4.3. Discussion on the effect of NGH production test on the marine environment

Previous studies have shown that natural methane leakage from the seafloor has always existed and only 2%–4% of atmospheric methane comes from the ocean (Cicerone RJ and Oremland RS, 1988; IPCC, 2001; Dickens GR, 2003;Reeburgh WS, 2007). "The benthic filter for methane" in seafloor biota (Niemann H et al., 2006; Sommer S et al.,2006) influences the amount of methane emitted from the sea floor (Reeburgh WS, 2007; Valentine D, 2011). In continental slopes, the anaerobic oxidation of methane in sulphate permeable sedimentary strata by microbes removes almost all the methane formed in the underlying methane production area (Reeburgh WS, 2007; Regnier P et al., 2011). Due to the seawater barrier and microbial action, methane leakage from the seafloor only slightly affects the methane water–air flux of the ocean (Schmale O et al., 2011).

Methane microleakage has been observed on the seafloor of the Shenhu production test area, and the leaked methane does not reach the atmosphere (Liang QY et al., 2017). The equilibrium curve of NGHs in seawater (Fig. 7) indicates that methane leaking into seawater from seafloor firstly formed methane hydrates and then, at about 600 m depth (the upper stability limit of methane hydrates), methane hydrates completely decomposed, dissolved into water, and was consumed by microorganisms. The dissolved methane curve(Fig. 7) showed that the methane content decreased at shallower depths, and its content tended to 0 at about 50 m depth, with values lower than the detection limit of the methane sensor (1 nmol/L). This indicates that the methane leaking into seawater from the sediment hydrate zone is unlikely to reach the atmosphere.

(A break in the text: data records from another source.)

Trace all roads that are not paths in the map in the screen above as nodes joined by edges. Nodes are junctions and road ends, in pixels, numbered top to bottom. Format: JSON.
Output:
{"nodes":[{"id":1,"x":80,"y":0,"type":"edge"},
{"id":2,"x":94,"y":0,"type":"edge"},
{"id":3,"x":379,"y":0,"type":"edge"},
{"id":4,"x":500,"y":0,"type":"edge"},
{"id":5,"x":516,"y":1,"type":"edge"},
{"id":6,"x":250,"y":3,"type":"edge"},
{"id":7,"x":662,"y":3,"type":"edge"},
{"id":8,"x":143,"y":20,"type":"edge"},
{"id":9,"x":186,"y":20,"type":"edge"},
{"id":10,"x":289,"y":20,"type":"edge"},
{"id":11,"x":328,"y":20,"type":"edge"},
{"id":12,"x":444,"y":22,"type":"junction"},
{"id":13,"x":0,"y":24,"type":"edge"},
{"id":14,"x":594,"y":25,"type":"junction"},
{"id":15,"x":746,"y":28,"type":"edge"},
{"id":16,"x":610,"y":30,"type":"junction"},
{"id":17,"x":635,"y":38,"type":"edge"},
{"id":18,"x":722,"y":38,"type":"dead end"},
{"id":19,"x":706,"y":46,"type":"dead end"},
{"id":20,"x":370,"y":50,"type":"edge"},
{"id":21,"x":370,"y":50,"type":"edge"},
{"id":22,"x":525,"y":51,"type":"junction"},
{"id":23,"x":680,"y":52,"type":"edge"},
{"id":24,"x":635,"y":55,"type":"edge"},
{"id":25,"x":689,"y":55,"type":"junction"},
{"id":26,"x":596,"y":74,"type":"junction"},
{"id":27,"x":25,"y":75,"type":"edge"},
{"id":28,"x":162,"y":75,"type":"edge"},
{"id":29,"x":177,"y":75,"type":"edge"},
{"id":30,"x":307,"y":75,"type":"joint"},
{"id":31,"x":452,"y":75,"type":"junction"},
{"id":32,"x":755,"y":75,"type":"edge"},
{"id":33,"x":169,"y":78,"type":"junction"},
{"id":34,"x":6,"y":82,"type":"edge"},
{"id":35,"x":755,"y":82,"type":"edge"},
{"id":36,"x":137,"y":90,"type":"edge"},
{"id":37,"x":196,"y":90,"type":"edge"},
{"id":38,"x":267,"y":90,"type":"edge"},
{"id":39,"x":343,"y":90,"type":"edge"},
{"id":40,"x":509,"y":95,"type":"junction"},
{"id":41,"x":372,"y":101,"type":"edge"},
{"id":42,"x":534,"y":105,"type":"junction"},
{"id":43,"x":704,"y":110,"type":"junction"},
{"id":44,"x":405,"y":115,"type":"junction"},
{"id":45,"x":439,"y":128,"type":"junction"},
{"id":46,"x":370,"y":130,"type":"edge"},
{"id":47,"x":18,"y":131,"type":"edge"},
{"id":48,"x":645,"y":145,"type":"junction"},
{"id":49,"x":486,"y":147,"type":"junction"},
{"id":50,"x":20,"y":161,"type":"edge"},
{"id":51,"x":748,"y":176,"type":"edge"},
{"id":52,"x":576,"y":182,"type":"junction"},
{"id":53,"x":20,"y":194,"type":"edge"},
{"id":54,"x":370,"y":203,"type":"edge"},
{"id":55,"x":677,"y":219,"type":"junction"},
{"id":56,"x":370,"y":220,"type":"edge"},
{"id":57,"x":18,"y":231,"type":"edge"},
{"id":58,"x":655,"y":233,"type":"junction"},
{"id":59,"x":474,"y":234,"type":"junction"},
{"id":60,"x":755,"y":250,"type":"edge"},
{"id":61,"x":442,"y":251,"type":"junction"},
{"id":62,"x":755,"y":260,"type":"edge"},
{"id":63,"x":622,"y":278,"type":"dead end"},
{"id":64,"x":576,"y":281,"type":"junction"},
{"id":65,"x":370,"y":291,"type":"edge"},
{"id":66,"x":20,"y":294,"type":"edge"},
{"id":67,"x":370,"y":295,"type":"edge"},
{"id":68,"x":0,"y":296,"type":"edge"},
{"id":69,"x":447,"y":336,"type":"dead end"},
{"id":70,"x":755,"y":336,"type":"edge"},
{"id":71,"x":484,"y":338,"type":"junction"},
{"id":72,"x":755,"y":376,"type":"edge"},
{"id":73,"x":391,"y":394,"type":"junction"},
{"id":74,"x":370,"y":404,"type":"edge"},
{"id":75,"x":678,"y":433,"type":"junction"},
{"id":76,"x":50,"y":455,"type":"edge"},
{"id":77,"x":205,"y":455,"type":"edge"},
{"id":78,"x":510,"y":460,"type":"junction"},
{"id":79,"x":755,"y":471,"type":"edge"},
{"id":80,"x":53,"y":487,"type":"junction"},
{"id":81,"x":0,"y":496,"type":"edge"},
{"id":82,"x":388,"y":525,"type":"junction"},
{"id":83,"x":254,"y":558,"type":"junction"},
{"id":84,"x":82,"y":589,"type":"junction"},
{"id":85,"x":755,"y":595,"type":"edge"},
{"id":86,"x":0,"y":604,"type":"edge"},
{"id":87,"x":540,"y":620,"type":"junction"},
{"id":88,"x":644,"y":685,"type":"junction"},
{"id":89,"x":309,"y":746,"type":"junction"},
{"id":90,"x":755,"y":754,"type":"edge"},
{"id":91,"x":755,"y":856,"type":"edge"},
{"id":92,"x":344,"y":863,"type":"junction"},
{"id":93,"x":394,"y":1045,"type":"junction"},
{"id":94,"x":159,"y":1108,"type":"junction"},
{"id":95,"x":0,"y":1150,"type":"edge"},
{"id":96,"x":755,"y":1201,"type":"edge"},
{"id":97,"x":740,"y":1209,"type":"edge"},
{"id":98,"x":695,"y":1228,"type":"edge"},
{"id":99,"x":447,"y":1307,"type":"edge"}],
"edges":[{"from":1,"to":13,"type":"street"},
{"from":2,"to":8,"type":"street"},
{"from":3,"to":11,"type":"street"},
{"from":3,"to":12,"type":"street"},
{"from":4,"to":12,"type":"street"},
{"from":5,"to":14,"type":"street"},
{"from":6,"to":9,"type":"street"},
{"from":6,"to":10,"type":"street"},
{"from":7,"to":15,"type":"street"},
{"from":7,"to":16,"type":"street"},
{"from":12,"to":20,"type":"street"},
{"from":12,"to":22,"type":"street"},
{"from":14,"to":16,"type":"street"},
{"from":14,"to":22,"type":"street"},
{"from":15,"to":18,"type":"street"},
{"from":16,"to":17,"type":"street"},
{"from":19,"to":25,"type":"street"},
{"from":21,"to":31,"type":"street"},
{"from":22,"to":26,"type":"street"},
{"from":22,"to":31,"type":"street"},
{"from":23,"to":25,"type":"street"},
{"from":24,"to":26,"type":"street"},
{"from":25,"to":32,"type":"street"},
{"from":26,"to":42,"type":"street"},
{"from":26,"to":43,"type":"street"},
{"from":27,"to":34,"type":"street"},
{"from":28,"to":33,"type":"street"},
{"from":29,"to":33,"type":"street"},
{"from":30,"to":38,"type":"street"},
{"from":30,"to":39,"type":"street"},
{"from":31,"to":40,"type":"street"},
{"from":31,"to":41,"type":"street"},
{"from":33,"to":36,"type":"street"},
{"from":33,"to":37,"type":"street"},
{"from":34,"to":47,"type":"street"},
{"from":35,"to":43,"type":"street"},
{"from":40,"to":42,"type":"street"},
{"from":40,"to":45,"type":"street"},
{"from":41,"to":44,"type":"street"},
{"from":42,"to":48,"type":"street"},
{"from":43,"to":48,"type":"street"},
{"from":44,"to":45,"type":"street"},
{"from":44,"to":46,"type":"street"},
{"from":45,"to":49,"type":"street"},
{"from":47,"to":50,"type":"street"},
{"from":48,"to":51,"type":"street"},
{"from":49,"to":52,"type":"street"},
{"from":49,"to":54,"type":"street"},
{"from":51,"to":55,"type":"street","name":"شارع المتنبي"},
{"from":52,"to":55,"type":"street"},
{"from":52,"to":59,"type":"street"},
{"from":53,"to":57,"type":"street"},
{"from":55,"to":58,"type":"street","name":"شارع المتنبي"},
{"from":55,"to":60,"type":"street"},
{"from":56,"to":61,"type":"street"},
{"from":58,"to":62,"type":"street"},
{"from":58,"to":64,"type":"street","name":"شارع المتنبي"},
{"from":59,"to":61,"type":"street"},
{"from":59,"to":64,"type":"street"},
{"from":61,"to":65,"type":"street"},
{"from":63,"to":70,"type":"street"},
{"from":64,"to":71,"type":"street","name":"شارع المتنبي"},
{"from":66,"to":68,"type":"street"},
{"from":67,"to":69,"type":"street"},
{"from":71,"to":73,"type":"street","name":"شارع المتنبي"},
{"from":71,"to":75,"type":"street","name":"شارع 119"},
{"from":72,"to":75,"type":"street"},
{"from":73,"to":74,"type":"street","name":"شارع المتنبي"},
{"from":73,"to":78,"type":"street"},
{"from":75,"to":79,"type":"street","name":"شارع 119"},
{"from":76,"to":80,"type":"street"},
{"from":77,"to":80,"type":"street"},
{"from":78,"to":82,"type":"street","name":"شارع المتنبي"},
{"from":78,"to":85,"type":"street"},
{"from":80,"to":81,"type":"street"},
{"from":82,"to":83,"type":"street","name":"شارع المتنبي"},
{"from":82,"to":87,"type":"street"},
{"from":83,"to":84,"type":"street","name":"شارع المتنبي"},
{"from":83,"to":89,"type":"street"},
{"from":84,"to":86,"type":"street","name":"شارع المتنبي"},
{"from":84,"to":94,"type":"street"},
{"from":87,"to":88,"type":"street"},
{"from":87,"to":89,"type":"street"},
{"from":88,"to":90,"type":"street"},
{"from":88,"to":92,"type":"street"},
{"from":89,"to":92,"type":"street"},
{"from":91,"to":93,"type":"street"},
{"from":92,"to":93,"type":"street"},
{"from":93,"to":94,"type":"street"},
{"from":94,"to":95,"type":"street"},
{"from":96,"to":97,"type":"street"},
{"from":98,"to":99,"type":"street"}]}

Fig. 7. The phase diagram of NGH equilibrium in SCS (the solid green line indicated geothermal gradient in production test zone; the red solid line indicated the equilibrium line of methane hydrates in seawater; the blue solid line indicated the seawater temperature curve in production test zone; the red dotted line indicated the measured value of seawater dissolved methane content after production test,where specific values were shown in Table 3).

The hydrate formation conditions and reservoir pressure also determine that the NGH production test will not cause methane leakage on the seafloor. Unlike the shallow gas pressure, which is higher than the strata pressure in the seabed, the NGH formation pressure was basically consistent with hydrostatic pressure. After drilling and other artificial disturbances, the reservoir pressure recovered to the hydrostatic pressure in the formation. Thus, the NGH production test and drilling operation development will not cause disordered methane leakage.

5. Conclusions

During the NGH production test, the methane content in the downhole and overlying water layer surrounding the wellhead was equivalent to the background value. Only a small amount of methane overflowed when reservoir drilling was taking place during the completion stage, which indicates that most of the production test was safe and controllable without causing methane leakage.

The “four-in-one” monitoring system for atmosphere,seawater, seabed, and downhole was established to realize real-time monitoring and effective control of the entire process of the NGH production test. The integrated analysis of the data showed that the NGH production test was safe and controllable.

Given the limited environmental impact of the NGH production test, existing monitoring technologies may not be able to meet the needs of NGH development. The next step will be to increase the research and development of environmental monitoring equipment and technology, and to establish a real-time monitoring and early warning system to assist with providing advice and decisions for NGH exploitation.

Acknowledgments

The authors are grateful for the crew of all voyages on“HY IV” Ship and “HY VI” Ship for assistance in sampling and editor Hao ZG, Yang Y and anonymous reviewers for insightful comments on the manuscript. This work was financially supported by China National Project “Natural Gas Hydrate Exploration and Production Test” (Grant No.DD20160217), National Key R&D Project “Application of Environmental Monitoring Technology Demonstration” (No.2017YFC0307605) and Open Fund of Key Laboratory belong to Seabed Mineral Resources of Ministry of Land and Resources (No. KLMMR-2017-A-10).